These 4 Measures Indicate That L.D.C (EPA:LOUP) Is Using Debt Reasonably Well
Some say volatility, rather than debt, is the best way to think about risk as an investor, but Warren Buffett famously said that 'Volatility is far from synonymous with risk.' So it seems the smart money knows that debt - which is usually involved in bankruptcies - is a very important factor, when you assess how risky a company is. We can see that L.D.C. S.A. (EPA:LOUP) does use debt in its business. But is this debt a concern to shareholders?
When Is Debt A Problem?
Generally speaking, debt only becomes a real problem when a company can't easily pay it off, either by raising capital or with its own cash flow. Ultimately, if the company can't fulfill its legal obligations to repay debt, shareholders could walk away with nothing. However, a more frequent (but still costly) occurrence is where a company must issue shares at bargain-basement prices, permanently diluting shareholders, just to shore up its balance sheet. Of course, the upside of debt is that it often represents cheap capital, especially when it replaces dilution in a company with the ability to reinvest at high rates of return. The first step when considering a company's debt levels is to consider its cash and debt together.
View our latest analysis for L.D.C
How Much Debt Does L.D.C Carry?
You can click the graphic below for the historical numbers, but it shows that L.D.C had €437.4m of debt in February 2021, down from €491.5m, one year before. However, it does have €588.2m in cash offsetting this, leading to net cash of €150.8m.
A Look At L.D.C's Liabilities
Zooming in on the latest balance sheet data, we can see that L.D.C had liabilities of €1.16b due within 12 months and liabilities of €280.8m due beyond that. On the other hand, it had cash of €588.2m and €574.9m worth of receivables due within a year. So its liabilities outweigh the sum of its cash and (near-term) receivables by €281.7m.
Since publicly traded L.D.C shares are worth a total of €1.75b, it seems unlikely that this level of liabilities would be a major threat. However, we do think it is worth keeping an eye on its balance sheet strength, as it may change over time. Despite its noteworthy liabilities, L.D.C boasts net cash, so it's fair to say it does not have a heavy debt load!

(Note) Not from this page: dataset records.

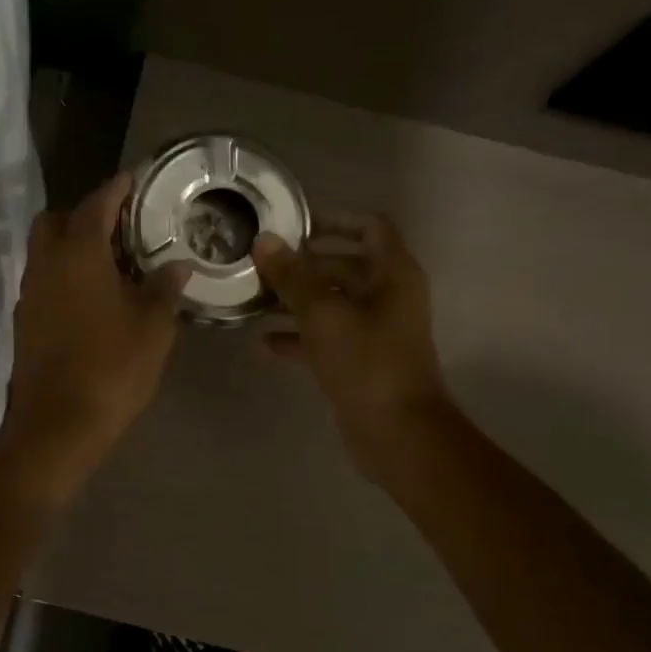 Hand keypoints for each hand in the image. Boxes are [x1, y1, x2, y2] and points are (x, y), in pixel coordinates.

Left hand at [0, 173, 188, 497]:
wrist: (58, 423)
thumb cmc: (112, 367)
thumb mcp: (153, 326)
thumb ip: (165, 287)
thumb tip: (178, 264)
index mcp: (78, 253)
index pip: (96, 204)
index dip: (116, 188)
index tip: (134, 179)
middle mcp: (46, 264)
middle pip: (56, 220)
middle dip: (84, 213)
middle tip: (120, 225)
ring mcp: (30, 293)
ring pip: (46, 251)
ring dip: (72, 245)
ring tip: (111, 260)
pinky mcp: (25, 321)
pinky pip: (44, 280)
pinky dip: (65, 274)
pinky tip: (92, 295)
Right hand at [253, 213, 450, 483]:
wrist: (396, 433)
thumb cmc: (366, 363)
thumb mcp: (323, 314)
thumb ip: (292, 276)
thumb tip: (265, 241)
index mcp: (392, 273)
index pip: (370, 226)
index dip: (333, 219)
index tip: (292, 224)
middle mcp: (387, 295)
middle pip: (344, 264)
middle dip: (303, 262)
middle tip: (260, 261)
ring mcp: (374, 330)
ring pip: (330, 302)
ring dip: (295, 299)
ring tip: (254, 298)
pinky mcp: (358, 360)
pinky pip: (325, 337)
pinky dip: (297, 337)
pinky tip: (262, 344)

But the other side of the story is that L.D.C saw its EBIT decline by 3.7% over the last year. That sort of decline, if sustained, will obviously make debt harder to handle. The balance sheet is clearly the area to focus on when you are analysing debt. But it is future earnings, more than anything, that will determine L.D.C's ability to maintain a healthy balance sheet going forward. So if you're focused on the future you can check out this free report showing analyst profit forecasts.
Finally, a business needs free cash flow to pay off debt; accounting profits just don't cut it. While L.D.C has net cash on its balance sheet, it's still worth taking a look at its ability to convert earnings before interest and tax (EBIT) to free cash flow, to help us understand how quickly it is building (or eroding) that cash balance. Looking at the most recent three years, L.D.C recorded free cash flow of 32% of its EBIT, which is weaker than we'd expect. That weak cash conversion makes it more difficult to handle indebtedness.
Summing up
While L.D.C does have more liabilities than liquid assets, it also has net cash of €150.8m. So we don't have any problem with L.D.C's use of debt. There's no doubt that we learn most about debt from the balance sheet. But ultimately, every company can contain risks that exist outside of the balance sheet. For example, we've discovered 1 warning sign for L.D.C that you should be aware of before investing here.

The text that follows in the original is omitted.